The Court of Appeal hands down judgment in the case of HSBC Bank plc v Chevalier-Firescu

News, Employment & discrimination

On 11 December 2024, the Court of Appeal gave judgment in the case of HSBC Bank plc v Chevalier-Firescu [2024] EWCA Civ 1550, unanimously dismissing the employer’s appeal. Oliver Segal KC of Old Square Chambers and Elaine Banton of 7BR acted for Ms Chevalier-Firescu, instructed by Kilgannon and Partners LLP.

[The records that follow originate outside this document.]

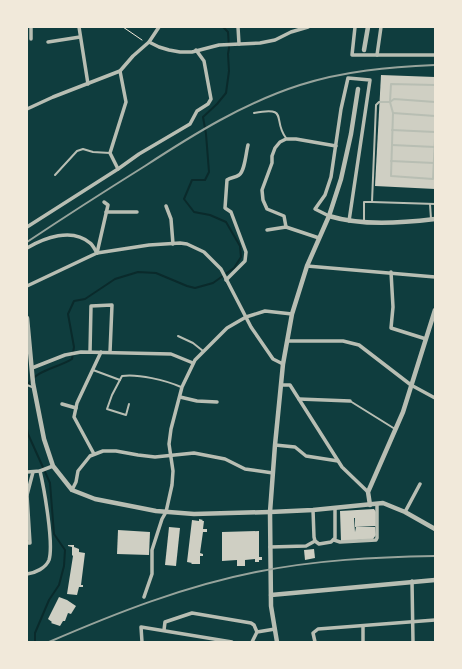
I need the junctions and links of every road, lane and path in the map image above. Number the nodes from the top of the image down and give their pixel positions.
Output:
1 (31, 27) edge
2 (79, 27) edge
3 (123, 27) edge
4 (159, 27) edge
5 (238, 27) edge
6 (308, 27) edge
7 (355, 27) edge
8 (368, 27) edge
9 (381, 27) edge
10 (80, 37) junction
11 (31, 39) dead end
12 (48, 42) dead end
13 (149, 42) junction
14 (239, 44) junction
15 (196, 50) junction
16 (364, 50) dead end
17 (377, 55) junction
18 (435, 55) edge
19 (120, 72) junction
20 (88, 84) junction
21 (435, 85) edge
22 (358, 89) dead end
23 (390, 102) junction
24 (435, 102) edge
25 (27, 109) edge
26 (254, 113) dead end
27 (393, 113) junction
28 (435, 116) edge
29 (392, 130) junction
30 (435, 132) edge
31 (435, 138) edge
32 (286, 139) junction
33 (248, 145) dead end
34 (392, 145) junction
35 (336, 146) junction
36 (435, 148) edge
37 (110, 153) junction
38 (391, 161) junction
39 (434, 163) junction
40 (118, 169) junction
41 (55, 175) dead end
42 (104, 202) dead end
43 (372, 202) junction
44 (430, 204) junction
45 (435, 204) edge
46 (166, 206) dead end
47 (106, 212) junction
48 (137, 212) dead end
49 (329, 216) junction
50 (433, 220) edge
51 (349, 221) junction
52 (364, 222) junction
53 (27, 227) edge
54 (286, 227) junction
55 (267, 230) dead end
56 (318, 238) junction
57 (173, 244) junction
58 (27, 248) edge
59 (97, 253) junction
60 (307, 266) junction
61 (391, 272) junction
62 (435, 277) edge
63 (226, 280) junction
64 (27, 286) edge
65 (435, 310) edge
66 (292, 314) junction
67 (246, 317) junction
68 (27, 318) edge
69 (178, 336) dead end
70 (426, 339) junction
71 (287, 340) junction
72 (203, 351) junction
73 (90, 352) junction
74 (101, 352) junction
75 (110, 352) junction
76 (193, 363) junction
77 (283, 364) junction
78 (32, 370) junction
79 (93, 370) junction
80 (120, 380) junction
81 (27, 385) edge
82 (33, 385) junction
83 (281, 385) junction
84 (411, 385) junction
85 (182, 387) junction
86 (180, 397) junction
87 (435, 398) edge
88 (299, 399) junction
89 (350, 401) joint
90 (217, 402) dead end
91 (62, 404) dead end
92 (129, 404) dead end
93 (76, 408) junction
94 (396, 429) junction
95 (275, 445) junction
96 (94, 454) junction
97 (171, 456) junction
98 (338, 461) junction
99 (53, 466) junction
100 (40, 471) junction
101 (27, 472) edge
102 (33, 472) junction
103 (273, 473) junction
104 (420, 484) dead end
105 (72, 490) junction
106 (368, 492) junction
107 (27, 495) edge
108 (377, 504) junction
109 (370, 505) junction
110 (335, 508) junction
111 (313, 510) junction
112 (166, 512) junction
113 (270, 512) junction
114 (405, 512) junction
115 (435, 529) edge
116 (315, 540) junction
117 (334, 540) junction
118 (27, 543) edge
119 (270, 547) junction
120 (27, 574) edge
121 (435, 580) edge
122 (412, 582) junction
123 (271, 595) junction
124 (144, 597) dead end
125 (435, 620) edge
126 (413, 622) junction
127 (362, 626) junction
128 (275, 628) junction
129 (164, 630) junction
130 (257, 632) junction
131 (142, 642) edge
132 (232, 642) edge
133 (252, 642) edge
134 (278, 642) edge
135 (315, 642) edge
136 (363, 642) edge
137 (413, 642) edge

1 - 11 street
2 - 10 street
3 - 13 path
4 - 13 street
5 - 14 street
6 - 14 street
7 - 17 street
8 - 16 street
9 - 17 street
10 - 12 street
10 - 20 street
13 - 15 street
13 - 19 street
14 - 15 street
15 - 40 street
17 - 18 street
19 - 20 street
19 - 37 street
20 - 25 street
21 - 23 lane
22 - 49 street
23 - 24 lane
23 - 27 lane
23 - 43 lane
26 - 32 lane
27 - 28 lane
27 - 29 lane
29 - 30 lane
29 - 34 lane
31 - 36 lane
32 - 35 street
32 - 54 street
33 - 63 street
34 - 36 lane
34 - 38 lane
35 - 49 street
35 - 51 street
36 - 39 lane
37 - 40 street
37 - 41 lane
38 - 39 lane
38 - 39 lane
40 - 53 street
42 - 47 street
43 - 44 lane
43 - 52 lane
44 - 45 lane
44 - 50 lane
46 - 57 street
47 - 48 street
47 - 59 street
49 - 51 street
49 - 56 street
50 - 52 street
51 - 52 street
54 - 55 street
54 - 56 street
56 - 60 street
57 - 59 street
57 - 63 street
58 - 59 street
59 - 64 street
60 - 61 street
60 - 66 street
61 - 62 street
61 - 70 street
63 - 67 street
65 - 70 street
66 - 67 street
66 - 71 street
67 - 72 street
67 - 77 street
68 - 78 street
69 - 72 lane
70 - 84 street
71 - 77 street
71 - 84 street
72 - 76 street
73 - 74 street
73 - 75 street
73 - 78 street
74 - 75 street
74 - 79 street
75 - 76 street
76 - 85 street
77 - 83 street
78 - 82 street
79 - 80 lane
79 - 93 street
80 - 85 lane
80 - 92 lane
81 - 82 lane
82 - 99 street
83 - 88 street
83 - 95 street
84 - 87 street
84 - 94 street
85 - 86 street
86 - 90 street
86 - 97 street
88 - 89 street
88 - 98 street
89 - 94 lane
91 - 93 street
93 - 96 street
94 - 106 street
95 - 98 street
95 - 103 street
96 - 97 street
96 - 105 street
97 - 103 street
97 - 112 street
98 - 106 street
99 - 100 street
99 - 105 street
100 - 102 street
100 - 120 street
101 - 102 street
102 - 107 street
103 - 113 street
104 - 114 street
105 - 112 street
106 - 109 street
107 - 118 street
108 - 109 street
108 - 114 street
108 - 117 street
109 - 110 street
110 - 111 street
110 - 117 street
111 - 113 street
111 - 116 street
112 - 113 street
112 - 124 street
113 - 119 street
114 - 115 street
116 - 117 street
116 - 119 street
119 - 123 street
121 - 122 street
122 - 123 street
122 - 126 street
123 - 128 street
125 - 126 street
126 - 127 street
126 - 137 street
127 - 135 street
127 - 136 street
128 - 130 street
128 - 134 street
129 - 130 street
129 - 131 street
129 - 132 street
130 - 133 street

The appeal arose out of the decision of the Employment Tribunal (‘ET’) to strike out Ms Chevalier-Firescu’s claims of race and sex discrimination and victimisation, on the basis that they were out of time. It had refused to exercise its discretion to extend time for bringing those claims, because it decided that it was not “just and equitable” to do so under s.123(1)(b) EqA 2010.

BACKGROUND

In summary:

  • In early 2018, HSBC had sought to recruit to a senior position in the bank. Ms Chevalier-Firescu applied for the role. The hiring manager was Mr Dutruit.
  • Ms Chevalier-Firescu had previously worked for Barclays but had been made redundant during maternity leave and then brought tribunal claims against the bank and her former manager Mr Fares, including a claim of sex discrimination.
  • Mr Dutruit told the Claimant that he wanted to appoint her, but reversed course in June 2018 and told her that she could not be appointed. She was not appointed. She had heard during the recruitment process that HSBC had received negative feedback from Barclays, which she attributed to Mr Fares.
  • In October 2018, she made a data subject access request (‘DSAR’) for data held on her by HSBC relating to the recruitment process. She received nothing significant. She brought a further victimisation claim against Barclays for obstructing her appointment to HSBC but took no action against HSBC itself.
  • In June 2020, HSBC’s GDPR department sent her internal emails from May-July 2018 relating to the recruitment process, which it acknowledged should have been sent to her in October or November 2018.
  • Those documents, a further meeting with Mr Dutruit on 29 September 2020, and documents sent to her in October 2020 after a further DSAR, indicated to Ms Chevalier-Firescu that a senior manager at HSBC, Mr Bourette, had spoken to her “former boss” at Barclays (she inferred that this was Mr Fares) during the recruitment process in 2018. The “former boss” had made disparaging comments about Ms Chevalier-Firescu (including sexist tropes) which Mr Bourette had then allegedly fed into the recruitment process. Mr Bourette and Mr Fares were both Lebanese, as were other senior managers at HSBC, and Mr Dutruit had allegedly commented on the difficulties this might cause during their September meeting.
  • Ms Chevalier-Firescu presented her tribunal claims against HSBC on 1 November 2020, over two years out of time. It was common ground that her claims were out of time. The question for the ET was whether it was “just and equitable” to extend time for bringing those claims under s.123(1)(b) EqA 2010.
  • The ET decided not to exercise its discretion to extend time, and consequently struck out Ms Chevalier-Firescu’s claims. Its findings and reasoning are summarised by Laing LJ at 64-66 of the Court of Appeal’s judgment.
  • The Employment Appeal Tribunal (‘EAT’) allowed Ms Chevalier-Firescu’s appeal, on grounds set out at 67 of the Court of Appeal’s judgment. The employer appealed to the Court of Appeal, principally on ‘perversity’ grounds, as well as on the basis that the EAT had been unduly critical of the ET’s refusal to extend time (§72).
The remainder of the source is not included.